After a two-and-a-half-hour interview with Stalin, he delivered a speech in Moscow full of praise for the monster – “the world’s greatest clown paying homage to the world’s greatest murderer”, in Churchill’s devastating phrase. By contrast, in 1933, Keynes proclaimed that “Roosevelt is magnificently right”.

After a visit to the United States in 1934, he wrote to Felix Frankfurter:

“Here, not in Moscow, is to be found the economic laboratory of the world.”

In 1934, Keynes and Shaw had their one serious intellectual confrontation.

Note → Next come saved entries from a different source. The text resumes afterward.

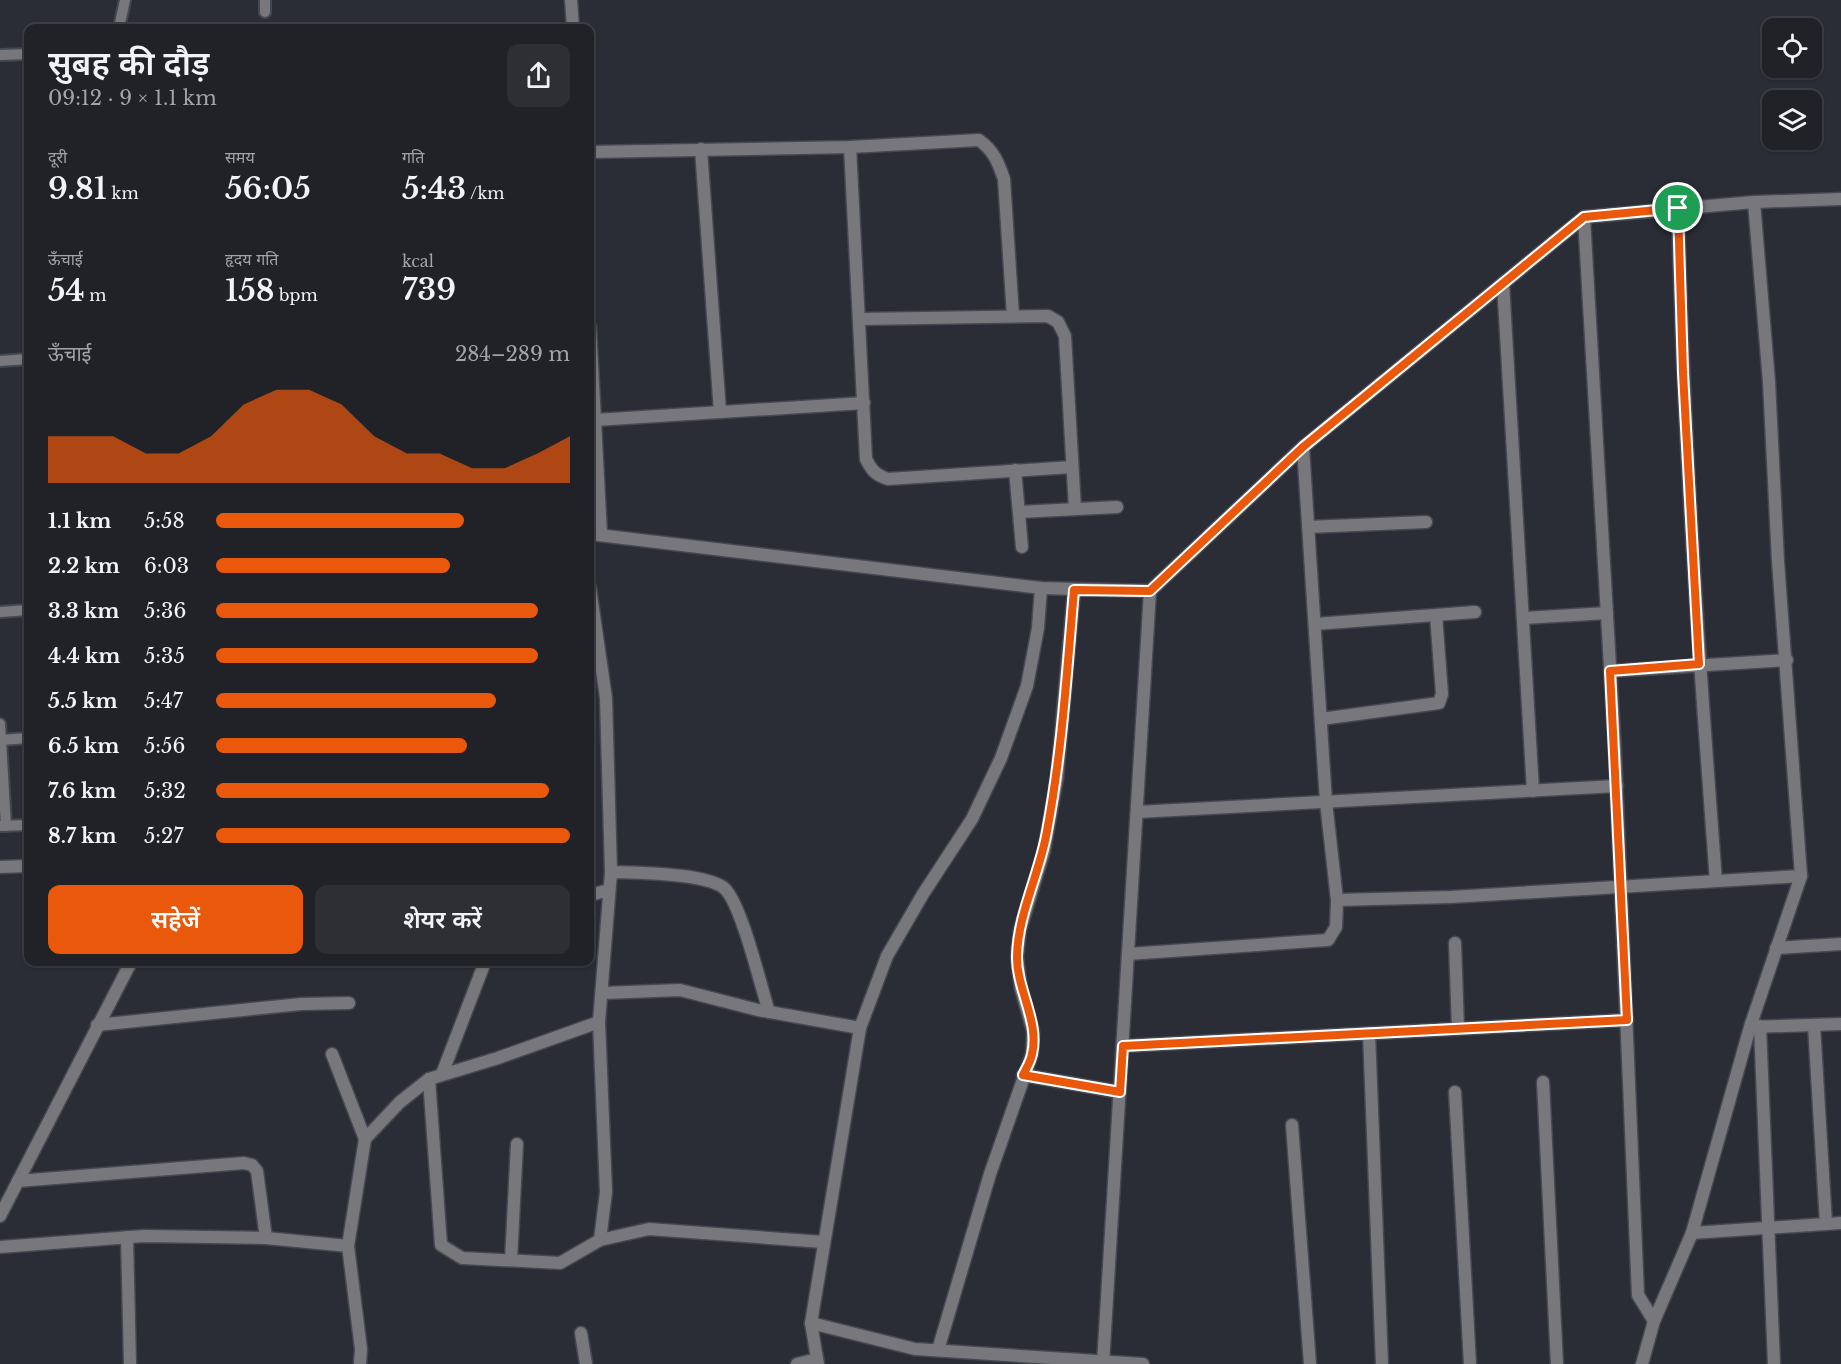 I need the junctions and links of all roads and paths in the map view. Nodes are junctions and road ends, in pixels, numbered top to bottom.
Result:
1 (125, 0) edge
2 (265, 0) edge
3 (571, 0) edge
4 (265, 12) dead end
5 (120, 24) edge
6 (573, 24) edge
7 (24, 54) edge
8 (0, 55) edge
9 (850, 147) junction
10 (701, 149) junction
11 (594, 152) edge
12 (1754, 202) junction
13 (1841, 202) edge
14 (1678, 208) junction
15 (1584, 217) junction
16 (1503, 283) junction
17 (1013, 316) junction
18 (860, 319) junction
19 (24, 359) edge
20 (0, 361) edge
21 (594, 401) edge
22 (864, 403) junction
23 (720, 412) junction
24 (595, 420) junction
25 (1303, 447) junction
26 (1072, 466) junction
27 (1015, 470) junction
28 (1117, 507) dead end
29 (1075, 509) junction
30 (1019, 512) junction
31 (1426, 522) dead end
32 (1308, 527) junction
33 (595, 534) edge
34 (1022, 547) dead end
35 (1041, 588) junction
36 (1074, 590) junction
37 (1150, 591) junction
38 (24, 610) edge
39 (0, 612) edge
40 (1475, 612) dead end
41 (1607, 613) junction
42 (1436, 615) junction
43 (594, 616) edge
44 (1523, 618) junction
45 (1315, 624) junction
46 (1786, 660) junction
47 (1699, 664) junction
48 (1610, 671) junction
49 (1321, 719) junction
50 (0, 724) edge
51 (24, 738) edge
52 (1, 740) edge
53 (1617, 786) junction
54 (1533, 791) junction
55 (1326, 802) junction
56 (1137, 812) junction
57 (24, 825) edge
58 (3, 826) edge
59 (24, 866) edge
60 (0, 867) edge
61 (611, 872) junction
62 (1801, 876) junction
63 (1716, 881) junction
64 (1621, 887) junction
65 (609, 890) junction
66 (594, 894) edge
67 (1337, 900) junction
68 (1455, 943) dead end
69 (1841, 944) edge
70 (1776, 948) junction
71 (1128, 954) junction
72 (129, 966) edge
73 (483, 966) edge
74 (603, 993) junction
75 (349, 1003) dead end
76 (769, 1012) junction
77 (1627, 1020) junction
78 (600, 1022) junction
79 (1814, 1024) junction
80 (1841, 1024) edge
81 (97, 1025) junction
82 (1755, 1026) junction
83 (860, 1028) junction
84 (1458, 1029) junction
85 (1369, 1033) junction
86 (1123, 1046) junction
87 (332, 1054) dead end
88 (442, 1074) junction
89 (1023, 1075) junction
90 (429, 1079) junction
91 (1544, 1082) dead end
92 (1120, 1092) junction
93 (1455, 1092) dead end
94 (1293, 1125) dead end
95 (365, 1139) junction
96 (517, 1144) dead end
97 (18, 1181) junction
98 (0, 1216) edge
99 (1841, 1223) edge
100 (1826, 1224) junction
101 (1767, 1227) junction
102 (1692, 1233) junction
103 (127, 1237) junction
104 (266, 1238) junction
105 (600, 1240) junction
106 (823, 1242) junction
107 (348, 1246) junction
108 (0, 1247) edge
109 (511, 1260) junction
110 (1654, 1321) junction
111 (811, 1323) junction
112 (581, 1333) dead end
113 (361, 1349) junction
114 (938, 1350) junction
115 (817, 1362) edge
116 (1103, 1363) edge
117 (130, 1364) edge
118 (360, 1364) edge
119 (369, 1364) edge
120 (586, 1364) edge
121 (797, 1364) edge
122 (1143, 1364) edge
123 (1310, 1364) edge
124 (1382, 1364) edge
125 (1470, 1364) edge
126 (1557, 1364) edge
127 (1642, 1364) edge
128 (1774, 1364) edge

1 - 5 lane
2 - 4 lane
3 - 6 street
7 - 8 lane
9 - 10 street
9 - 17 street
9 - 18 street
10 - 11 street
10 - 23 street
12 - 13 street
12 - 14 street
12 - 46 street
14 - 15 street
14 - 47 street
15 - 16 street
15 - 41 street
16 - 25 street
16 - 44 street
17 - 18 street
17 - 26 street
18 - 22 street
19 - 20 lane
21 - 24 street
22 - 23 street
22 - 27 street
23 - 24 street
24 - 33 street
25 - 32 street
25 - 37 street
26 - 27 street
26 - 29 street
27 - 30 street
28 - 29 street
29 - 30 street
30 - 34 street
31 - 32 street
32 - 45 street
33 - 35 street
35 - 36 street
35 - 83 street
36 - 37 street
36 - 89 street
37 - 56 street
38 - 39 lane
40 - 42 street
41 - 44 street
41 - 48 street
42 - 45 street
42 - 49 street
43 - 61 street
44 - 54 street
45 - 49 street
46 - 47 street
46 - 62 street
47 - 48 street
47 - 63 street
48 - 53 street
49 - 55 street
50 - 52 lane
51 - 52 lane
52 - 58 lane
53 - 54 street
53 - 64 street
54 - 55 street
55 - 56 street
55 - 67 street
56 - 71 street
57 - 58 lane
59 - 60 street
61 - 65 street
61 - 76 street
62 - 63 street
62 - 70 street
63 - 64 street
64 - 67 street
64 - 77 street
65 - 66 street
65 - 74 street
67 - 71 street
68 - 84 street
69 - 70 street
70 - 82 street
71 - 86 street
72 - 81 street
73 - 88 street
74 - 76 street
74 - 78 street
75 - 81 street
76 - 83 street
77 - 84 street
77 - 110 street
78 - 88 street
78 - 105 street
79 - 80 street
79 - 82 street
79 - 100 street
81 - 97 street
82 - 101 street
82 - 102 street
83 - 106 street
84 - 85 street
85 - 86 street
85 - 124 street
86 - 92 street
87 - 95 street
88 - 90 street
89 - 92 street
89 - 114 street
90 - 95 street
90 - 109 street
91 - 126 street
92 - 116 street
93 - 125 street
94 - 123 street
95 - 107 street
96 - 109 street
97 - 98 street
97 - 104 street
99 - 100 street
100 - 101 street
101 - 102 street
101 - 128 street
102 - 110 street
103 - 104 street
103 - 108 street
103 - 117 street
104 - 107 street
105 - 106 street
105 - 109 street
106 - 111 street
107 - 113 street
110 - 127 street
111 - 114 street
111 - 115 street
112 - 120 street
113 - 118 street
113 - 119 street
114 - 116 street
115 - 121 street
116 - 122 street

Its occasion was the publication by the New Statesman of an interview H. G. Wells had had with Stalin, on which both Shaw and Keynes were asked to comment.

Keynes’s article dealt with both Wells’s interview and Shaw’s critique. Wells had suggested that, in the West, the socialist economy would be brought about by engineers and technicians, not by the class struggle. Shaw accused Wells of trying to instruct Stalin, and not listening to what he had to say.

Keynes performed a delicate balancing act between the two socialist gurus. He tried to defend Wells’s idea of an “intermediate class”, though he could hardly have enjoyed his feeble performance. “Wells”, he told Virginia Woolf, “is a little squit . . . . Shaw feels it. Shaw wd. never write of anyone he respected as he wrote of Wells.” His main attack, always good-natured, was reserved for Shaw. Shaw was a slave to obsolete economics. “That system of thought bred two families – those who thought it was true and inevitable, and those who thought it true and intolerable . . . . Nevertheless, there is a third possibility – that it is not true.” Shaw was driven by despair to support tyrants, Keynes wrote. Nevertheless, had he kept up with the newspapers since the death of Queen Victoria, he would know that capitalism had been transformed. The self-assured Titans of the nineteenth-century were gone. “Their office-boys (on salaries) rule in their mausoleums . . . . Time and the Joint Stock Company and the Civil Service have silently brought the salaried class into power.” The present order suited them no more than it did the workers. When Keynes had finished working out his theory, they would both swallow it – the salatariat quicker than the proletariat.

Shaw revived from a mild heart attack to write Keynes a wonderfully spry Shavian letter, putting him right on Marx, the Koran, Ricardian economics, Jevonian economics, Fabian economics, Shaw’s own contributions to economics, the horrors of academic life and much else. Keynes read it out delightedly to Virginia Woolf, and replied in the same high-spirited way: My feelings about Das Kapital are the same as my feelings about the Koran. I know it is historically important and I know that many people, not all of whom are idiots, find it a sort of Rock of Ages and containing inspiration. Yet when I look into it, it is to me inexplicable that it can have this effect. Its dreary, out-of-date academic theorising seems so extraordinarily unsuitable as material for the purpose . . . . Will you promise to read it again, if I do?

More Shaw explosions, to which Keynes replied on January 1, 1935: I will try to take your words to heart. There must be something in what you say, because there generally is. I’ve made another shot at old K.M. last week, reading the Marx-Engels correspondence . . . . I prefer Engels of the two. I can see that they invented a certain method of carrying on and a vile manner of writing, both of which their successors have maintained with fidelity. But if you tell me that they discovered a clue to the economic riddle, still I am beaten . . .

To understand my state of mind, however, you have to know that I believe I am writing a book on economic theory, which will largely revolutionize . . . the way the world thinks about economic problems. When my new theory has been duly assimilated and mixed with politics and feelings and passions, I can’t predict what the upshot will be in its effects on actions and affairs. But there will be a great change and, in particular, the Ricardian foundations of Marxism will be knocked away.

I can’t expect you or anyone else, to believe this at the present stage. But for myself I don’t merely hope what I say, – in my own mind I am quite sure.

This document is the single most important piece of testimony to Keynes’s state of mind as he completed his General Theory. And it is fitting that GBS should have been its recipient.